Dados dois números n
e m
, quero gerar uma série da forma
1, 2, ..., (n-1), n, n, (n-1), ... 2, 1
e repita várias m
vezes.
Por exemplo, para n = 3
e m = 4
, quero uma sequência dos seguintes 24 números:
1, 2, 3, 3, 2, 1, 1, 2, 3, 3, 2, 1, 1, 2, 3, 3, 2, 1, 1, 2, 3, 3, 2, 1
---------------- ---------------- ---------------- ----------------
Eu sei como obter esse resultado no PostgreSQL por um dos dois métodos:
Usando a seguinte consulta, que usa a generate_series
função, e alguns macetes para garantir que a ordem seja a correta:
WITH parameters (n, m) AS
(
VALUES (3, 5)
)
SELECT
xi
FROM
(
SELECT
i, i AS xi
FROM
parameters, generate_series(1, parameters.n) AS x(i)
UNION ALL
SELECT
i + parameters.n, parameters.n + 1 - i AS xi
FROM
parameters, generate_series(1, parameters.n) AS x(i)
) AS s0
CROSS JOIN
generate_series (1, (SELECT m FROM parameters)) AS x(j)
ORDER BY
j, i ;
... ou use uma função para o mesmo propósito, com loops adjuntos e aninhados:
CREATE FUNCTION generate_up_down_series(
_elements /* n */ integer,
_repetitions /* m */ integer)
RETURNS SETOF integer AS
$BODY$
declare
j INTEGER ;
i INTEGER ;
begin
for j in 1 .. _repetitions loop
for i in 1 .. _elements loop
return next i ;
end loop ;
for i in reverse _elements .. 1 loop
return next i ;
end loop ;
end loop ;
end ;
$BODY$
LANGUAGE plpgsql IMMUTABLE STRICT ;
Como eu poderia fazer o equivalente no SQL padrão ou no Transact-SQL/SQL Server?
Postgres
Você pode fazê-lo funcionar com uma matemática simples
generate_series()
e básica (ver funções matemáticas ).Embrulhado em uma função SQL simples:
Ligar:
Gera o resultado desejado. n e m podem ser qualquer inteiro onde n*2*m não estoura
int4
.Como?
Na subconsulta:
Gere o número total desejado de linhas ( n*2*m ), com um número crescente simples.
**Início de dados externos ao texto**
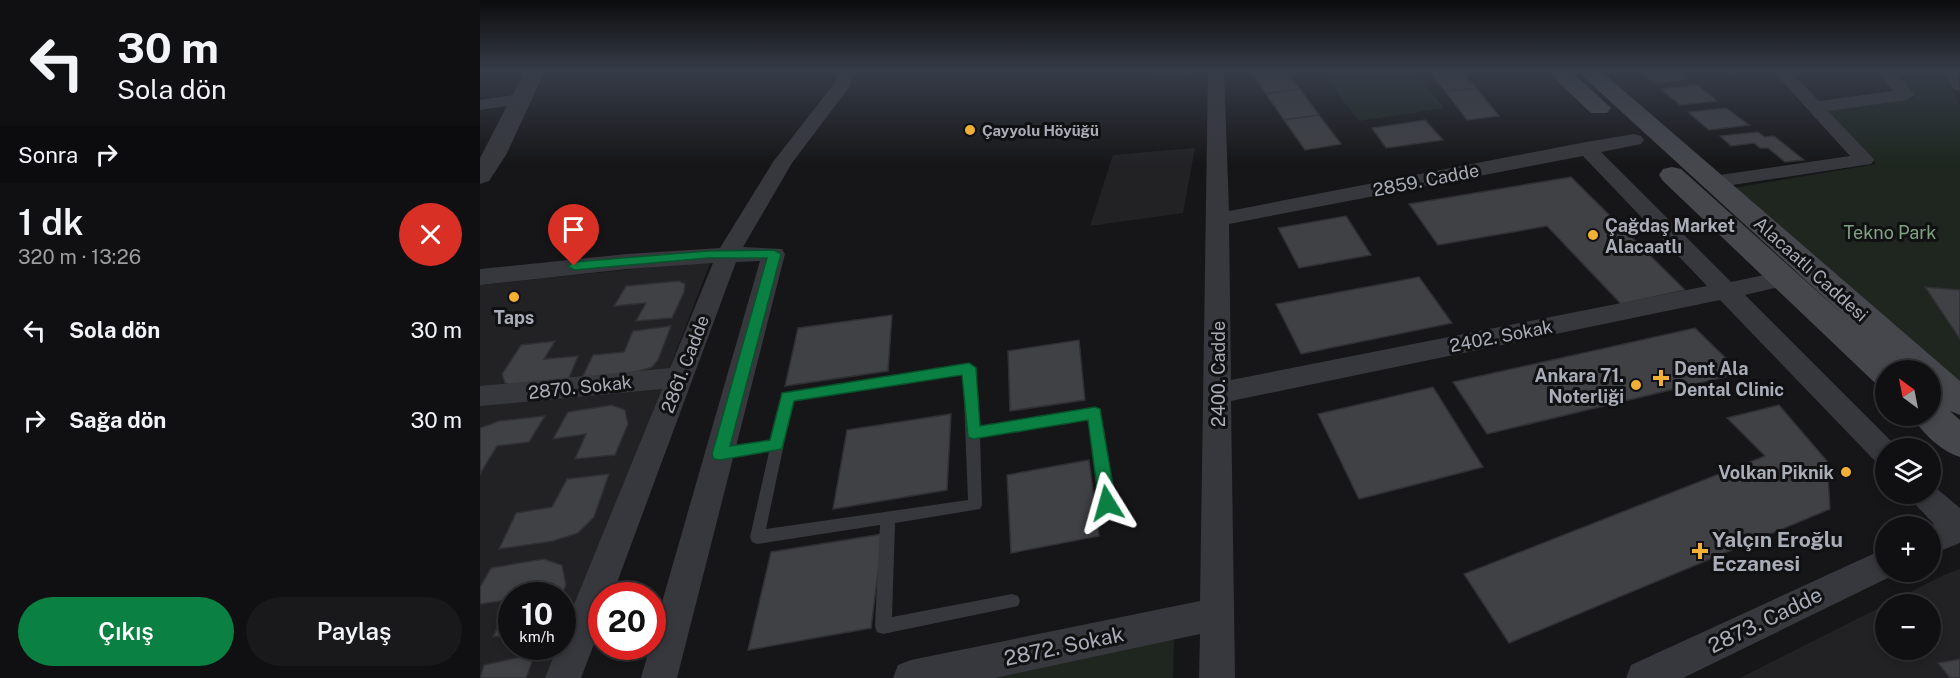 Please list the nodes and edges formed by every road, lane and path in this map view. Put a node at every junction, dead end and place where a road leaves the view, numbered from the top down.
1 (496, 103) edge
2 (518, 103) edge
3 (828, 103) edge
4 (1216, 103) edge
5 (1593, 103) edge
6 (1624, 103) edge
7 (1811, 103) edge
8 (1848, 103) edge
9 (480, 105) edge
10 (1815, 107) junction
11 (1634, 140) junction
12 (1586, 148) junction
13 (480, 177) edge
14 (1713, 182) junction
15 (1218, 220) junction
16 (728, 254) junction
17 (480, 277) edge
18 (1784, 279) junction
19 (1726, 291) junction
20 (1915, 360) edge
21 (1875, 363) edge
22 (680, 377) junction
23 (1941, 385) edge
24 (1218, 393) junction
25 (480, 396) edge
26 (1960, 401) edge
27 (1941, 425) edge
28 (973, 433) junction
29 (1960, 442) edge
30 (1875, 443) edge
31 (777, 445) junction
32 (720, 454) junction
33 (1107, 503) dead end
34 (1935, 504) edge
35 (888, 518) junction
36 (1960, 528) edge
37 (1941, 536) edge
38 (1875, 568) edge
39 (1012, 601) dead end
40 (1217, 614) junction
41 (563, 678) edge
42 (659, 678) edge
43 (911, 678) edge
44 (1217, 678) edge
45 (1644, 678) edge

1 - 9 street
2 - 13 street
3 - 16 street, 2861. Cadde
4 - 15 street, 2400. Cadde
5 - 11 main road, Alacaatlı Caddesi
6 - 14 main road, Alacaatlı Caddesi
7 - 10 street
8 - 10 street
10 - 14 street
11 - 12 street, 2859. Cadde
11 - 18 main road, Alacaatlı Caddesi
12 - 15 street, 2859. Cadde
12 - 19 street
14 - 20 main road, Alacaatlı Caddesi
15 - 24 street, 2400. Cadde
16 - 17 street
16 - 22 street, 2861. Cadde
16 - 32 street
18 - 19 street, 2402. Sokak
18 - 21 main road, Alacaatlı Caddesi
19 - 24 street, 2402. Sokak
19 - 30 street
22 - 25 street, 2870. Sokak
22 - 41 street, 2861. Cadde
23 - 26 main road
24 - 40 street, 2400. Cadde
27 - 29 main road
28 - 31 lane
28 - 33 lane
28 - 35 lane
31 - 32 lane
31 - 35 lane
32 - 42 street
34 - 36 street
35 - 39 lane
36 - 37 street
38 - 45 street, 2873. Cadde
40 - 43 street, 2872. Sokak
40 - 44 street, 2400. Cadde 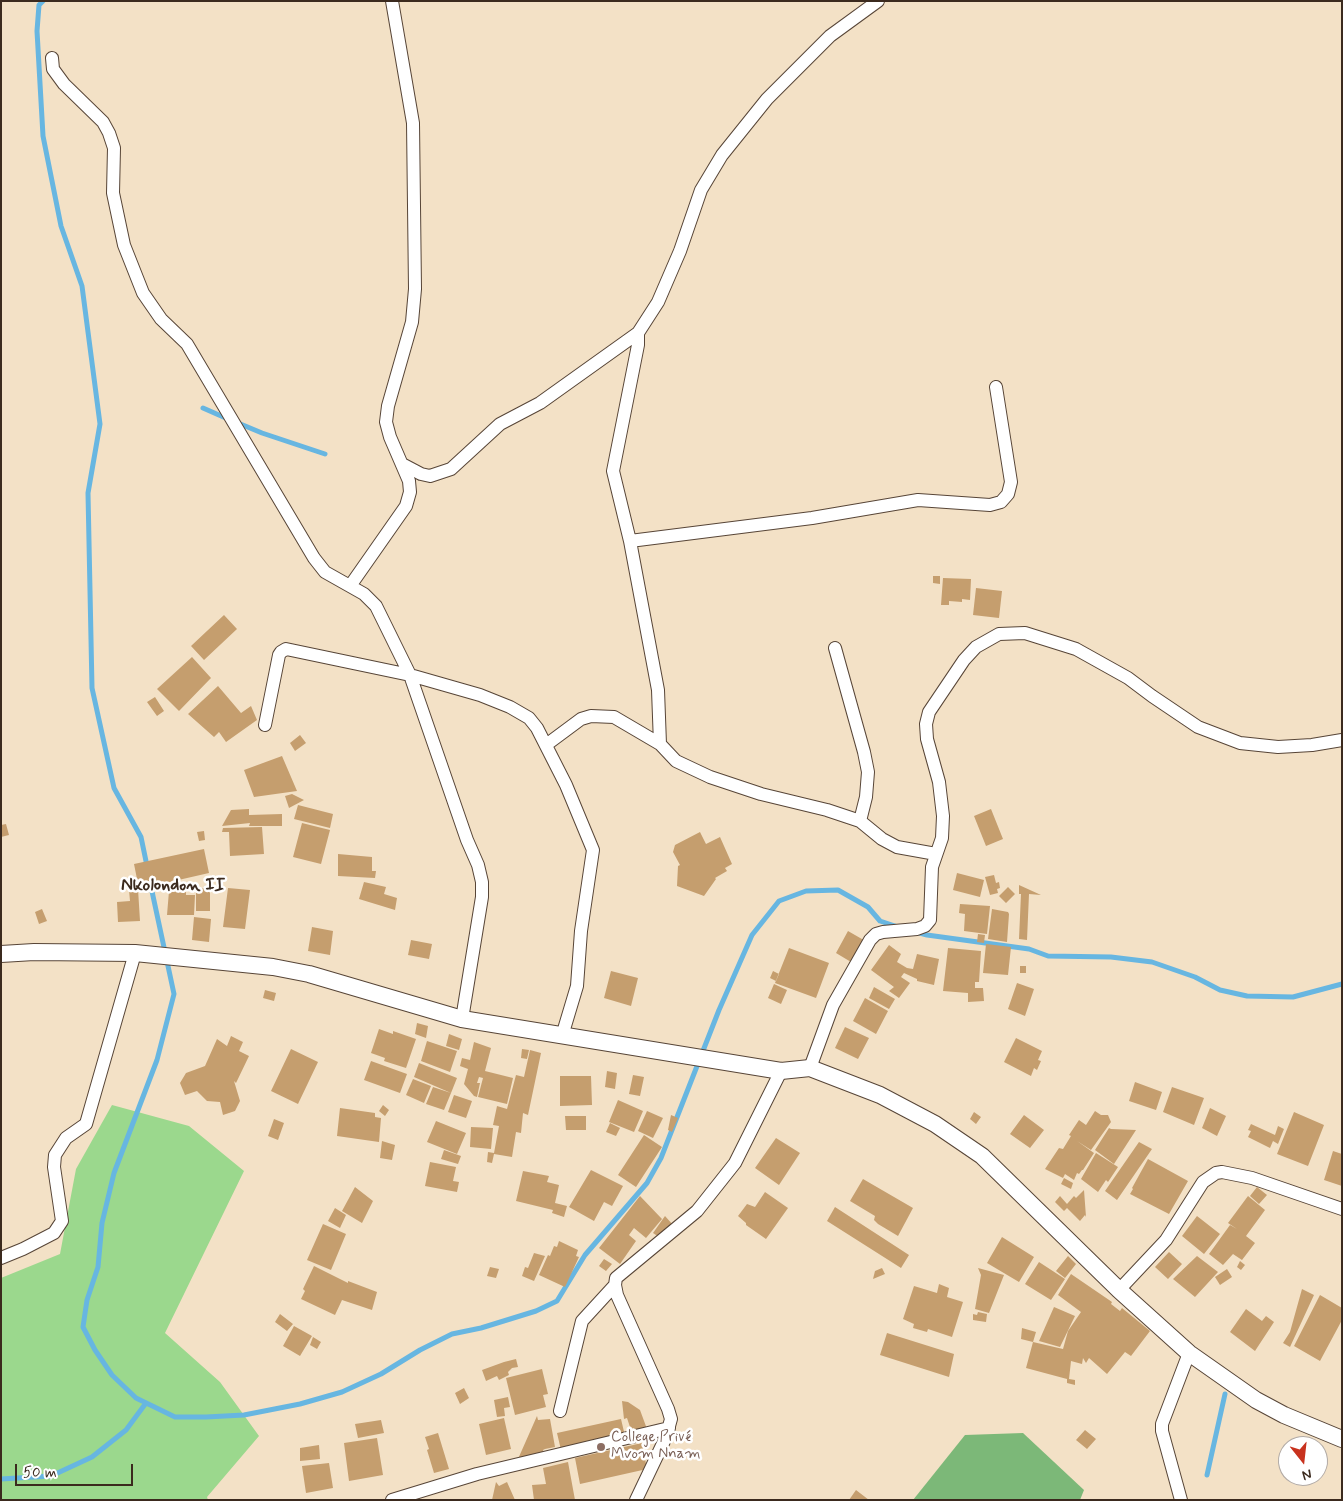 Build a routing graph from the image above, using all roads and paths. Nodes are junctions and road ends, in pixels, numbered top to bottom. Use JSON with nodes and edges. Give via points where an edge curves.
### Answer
{"nodes":[{"id":1,"x":392,"y":1,"type":"edge"},
{"id":2,"x":878,"y":1,"type":"edge"},
{"id":3,"x":52,"y":58,"type":"dead end"},
{"id":4,"x":638,"y":333,"type":"junction"},
{"id":5,"x":996,"y":387,"type":"dead end"},
{"id":6,"x":402,"y":464,"type":"junction"},
{"id":7,"x":630,"y":541,"type":"junction"},
{"id":8,"x":350,"y":586,"type":"junction"},
{"id":9,"x":835,"y":648,"type":"dead end"},
{"id":10,"x":410,"y":676,"type":"junction"},
{"id":11,"x":265,"y":724,"type":"dead end"},
{"id":12,"x":1342,"y":740,"type":"edge"},
{"id":13,"x":660,"y":744,"type":"junction"},
{"id":14,"x":546,"y":745,"type":"junction"},
{"id":15,"x":860,"y":821,"type":"junction"},
{"id":16,"x":936,"y":854,"type":"junction"},
{"id":17,"x":135,"y":953,"type":"junction"},
{"id":18,"x":1,"y":954,"type":"edge"},
{"id":19,"x":462,"y":1019,"type":"junction"},
{"id":20,"x":562,"y":1036,"type":"junction"},
{"id":21,"x":810,"y":1068,"type":"junction"},
{"id":22,"x":781,"y":1071,"type":"junction"},
{"id":23,"x":1342,"y":1209,"type":"edge"},
{"id":24,"x":1,"y":1258,"type":"edge"},
{"id":25,"x":615,"y":1285,"type":"junction"},
{"id":26,"x":1118,"y":1290,"type":"junction"},
{"id":27,"x":1189,"y":1353,"type":"junction"},
{"id":28,"x":560,"y":1411,"type":"dead end"},
{"id":29,"x":669,"y":1428,"type":"junction"},
{"id":30,"x":1342,"y":1439,"type":"edge"},
{"id":31,"x":392,"y":1500,"type":"edge"},
{"id":32,"x":636,"y":1500,"type":"edge"},
{"id":33,"x":1181,"y":1500,"type":"edge"}],
"edges":[{"from":1,"to":6,"type":"street","via":[[413,123],[415,289],[412,322],[386,422]]},
{"from":2,"to":4,"type":"street","via":[[830,36],[767,99],[722,155],[701,190],[658,302]]},
{"from":3,"to":8,"type":"street","via":[[54,69],[64,84],[103,122],[109,133],[114,148],[113,193],[124,245],[143,294],[160,319],[187,344],[314,558],[325,572]]},
{"from":4,"to":6,"type":"street","via":[[540,403],[500,424],[451,469],[430,476]]},
{"from":4,"to":7,"type":"street","via":[[613,471]]},
{"from":5,"to":7,"type":"street","via":[[1011,482],[1002,502],[990,505],[918,500],[812,518]]},
{"from":6,"to":8,"type":"street","via":[[409,480],[406,506]]},
{"from":7,"to":13,"type":"street","via":[[658,690]]},
{"from":8,"to":10,"type":"street","via":[[376,606]]},
{"from":9,"to":15,"type":"street","via":[[868,772]]},
{"from":10,"to":11,"type":"street","via":[[286,649],[279,655]]},
{"from":10,"to":14,"type":"street","via":[[480,695],[510,707],[529,718]]},
{"from":10,"to":19,"type":"street","via":[[482,882]]},
{"from":12,"to":16,"type":"street","via":[[1278,747],[1240,743],[1198,727],[1128,678],[1076,649],[1026,633],[1000,634],[976,647],[964,660],[929,712],[927,739],[939,782],[943,816],[942,838]]},
{"from":13,"to":14,"type":"street","via":[[614,717],[591,716],[581,719]]},
{"from":13,"to":15,"type":"street","via":[[676,761],[710,777]]},
{"from":14,"to":20,"type":"street","via":[[593,850],[581,932],[578,986]]},
{"from":15,"to":16,"type":"street","via":[[898,847]]},
{"from":16,"to":21,"type":"street","via":[[932,867],[930,920],[917,929],[883,932],[870,940],[833,1005]]},
{"from":17,"to":18,"type":"street"},
{"from":17,"to":19,"type":"street","via":[[273,967],[309,974]]},
{"from":17,"to":24,"type":"street","via":[[86,1124],[66,1138],[55,1155],[62,1221],[54,1233]]},
{"from":19,"to":20,"type":"street"},
{"from":20,"to":22,"type":"street"},
{"from":21,"to":22,"type":"street"},
{"from":21,"to":26,"type":"street","via":[[880,1095],[935,1124],[982,1156]]},
{"from":22,"to":25,"type":"street","via":[[735,1163],[697,1211],[623,1271],[616,1278]]},
{"from":23,"to":26,"type":"street","via":[[1252,1178],[1216,1173],[1203,1182],[1166,1240]]},
{"from":25,"to":28,"type":"street","via":[[582,1321]]},
{"from":25,"to":29,"type":"street","via":[[668,1409]]},
{"from":26,"to":27,"type":"street"},
{"from":27,"to":30,"type":"street","via":[[1256,1400]]},
{"from":27,"to":33,"type":"street","via":[[1162,1424]]},
{"from":29,"to":31,"type":"street","via":[[477,1474]]},
{"from":29,"to":32,"type":"street"}]} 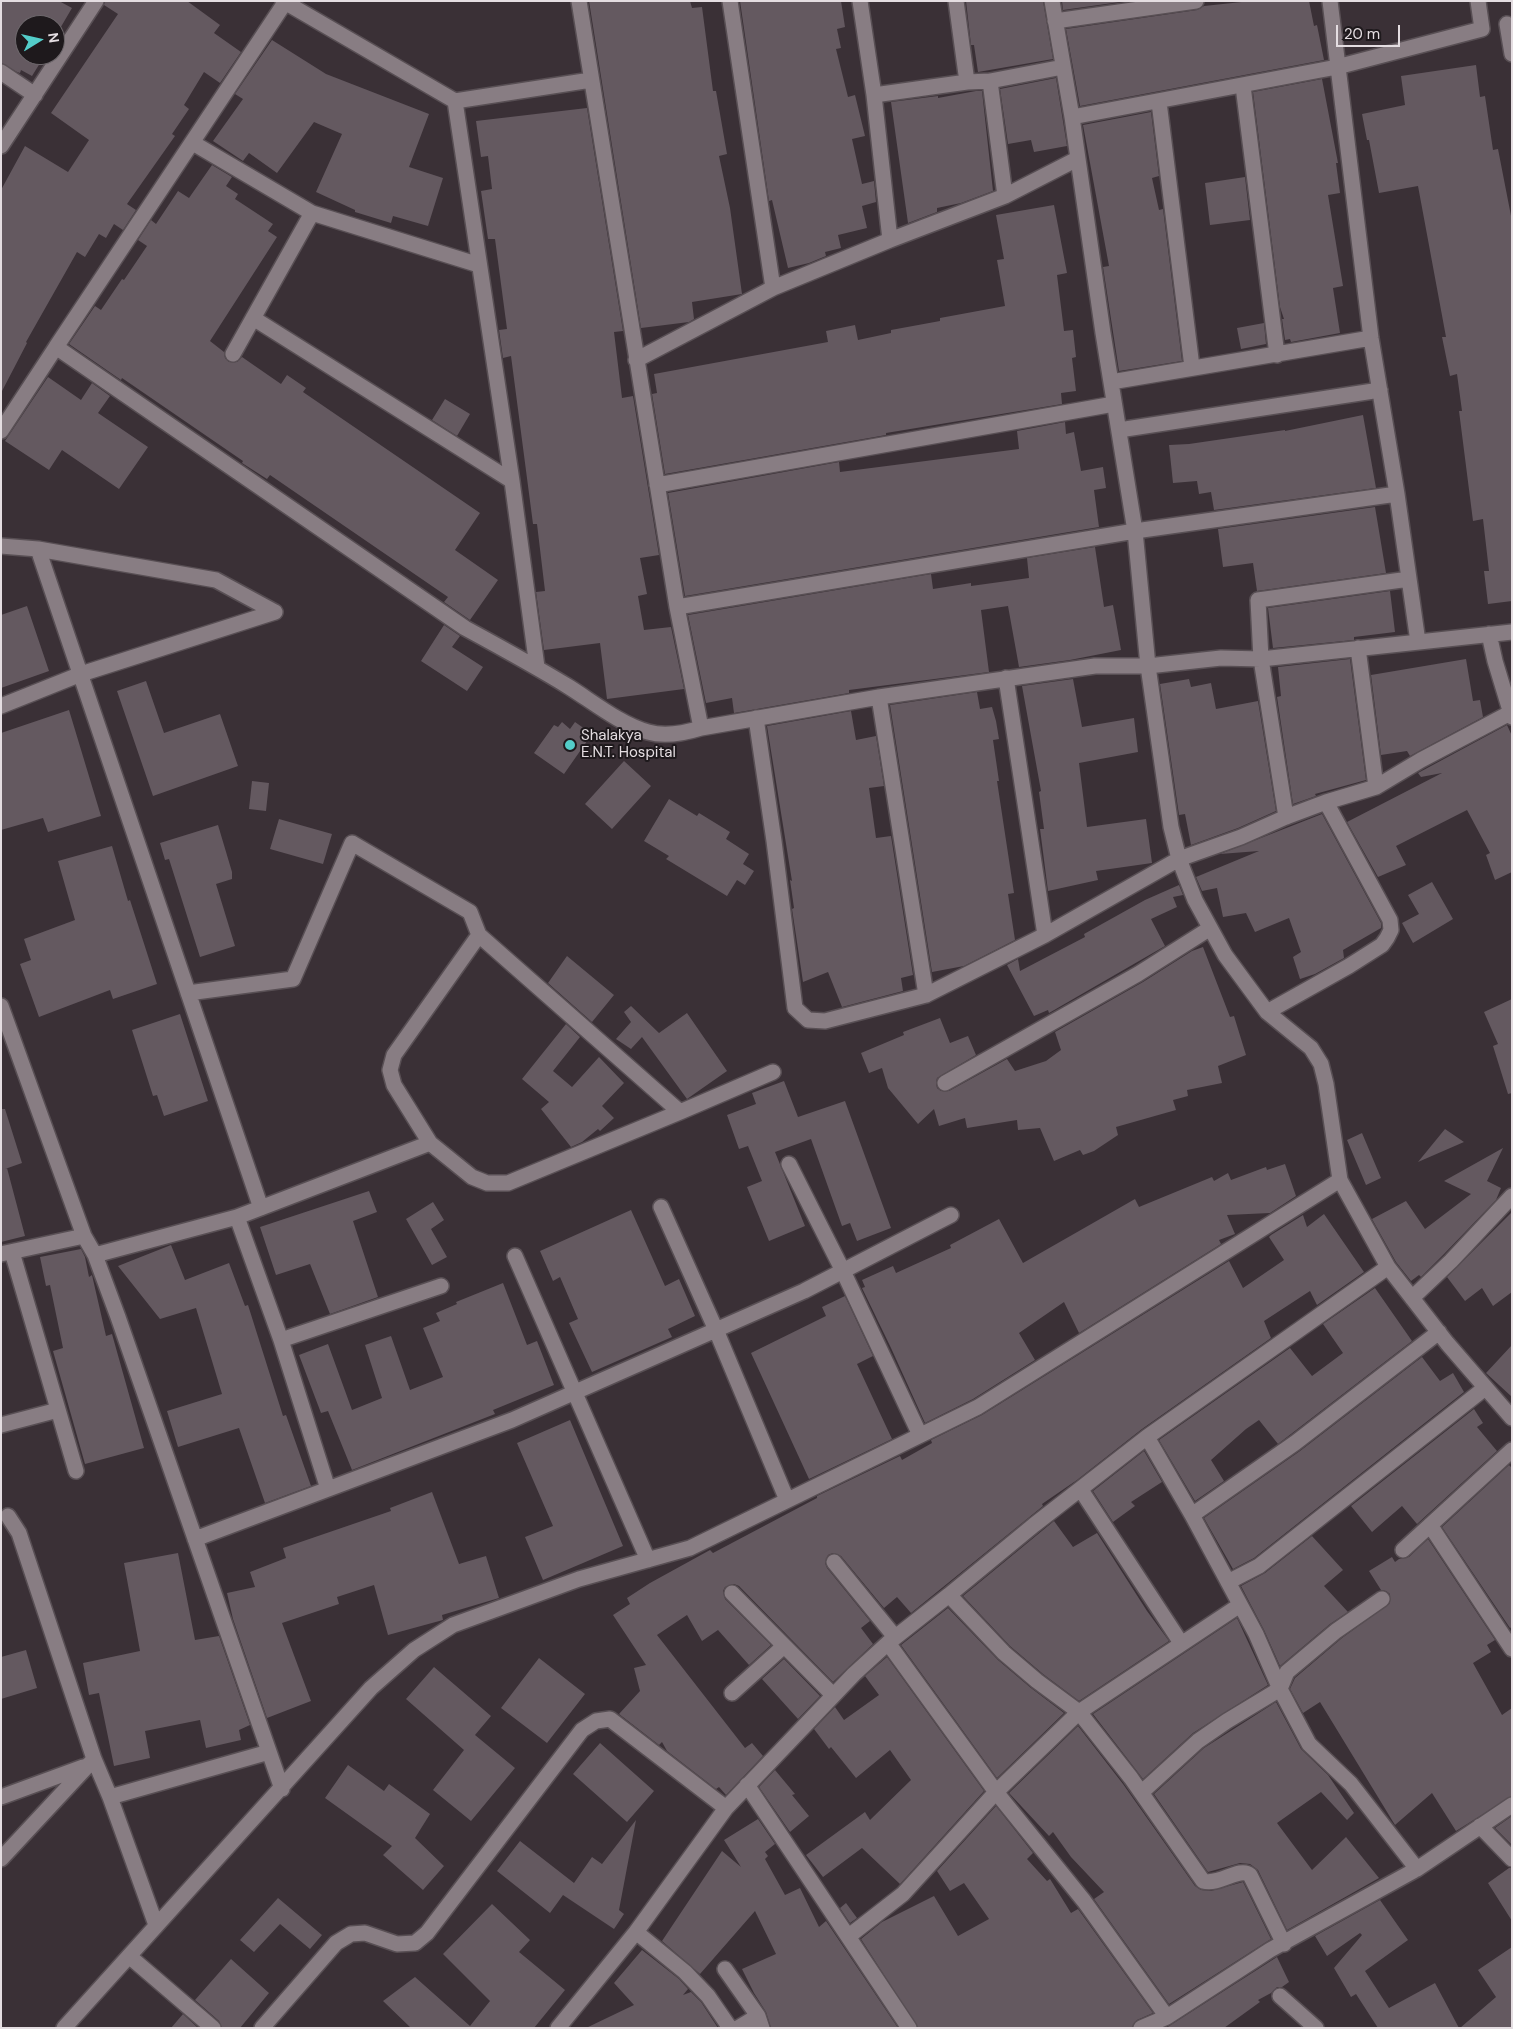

Eu o nomeio
n2m
. 0 a N-1 (não 1 a N ) para simplificar a seguinte operação de módulo .Considere % n*2 (
%
é o operador de módulo) para obter uma série de n números crescentes, m vezes. Eu o nomeion2
.Na consulta externa:
Adicione 1 à metade inferior ( n2 < n ).
Para a metade superior ( n2 >= n ) espelho da metade inferior com n*2 - n2 .
Acrescentei
ORDER BY
para garantir o pedido solicitado. Com as versões atuais do Postgres também funciona semORDER BY
a consulta simples - mas não necessariamente em consultas mais complexas! Isso é um detalhe de implementação (e não vai mudar), mas não obrigatório pelo padrão SQL.Infelizmente,
generate_series()
é específico do Postgres e não SQL padrão, como foi comentado. Mas podemos reutilizar a mesma lógica:SQL padrão
Você pode gerar os números de série com um CTE recursivo em vez de
generate_series()
, ou, de forma mais eficiente para uso repetido, criar uma tabela com números inteiros de série uma vez. Qualquer um pode ler, ninguém pode escrever nele!Então, o acima
SELECT
se torna ainda mais simples:TL;DR
This is a long one, so I'm putting the best (i.e. fastest of my) methods here first. It makes use of the INTARRAY extension - for parameters of 340 and 570, it takes 21ms*. The second best (22 ms - same parameters) only uses standard PostgreSQL constructs. If anyone else comes up with (a) faster method(s), I will put them here and "retire" mine!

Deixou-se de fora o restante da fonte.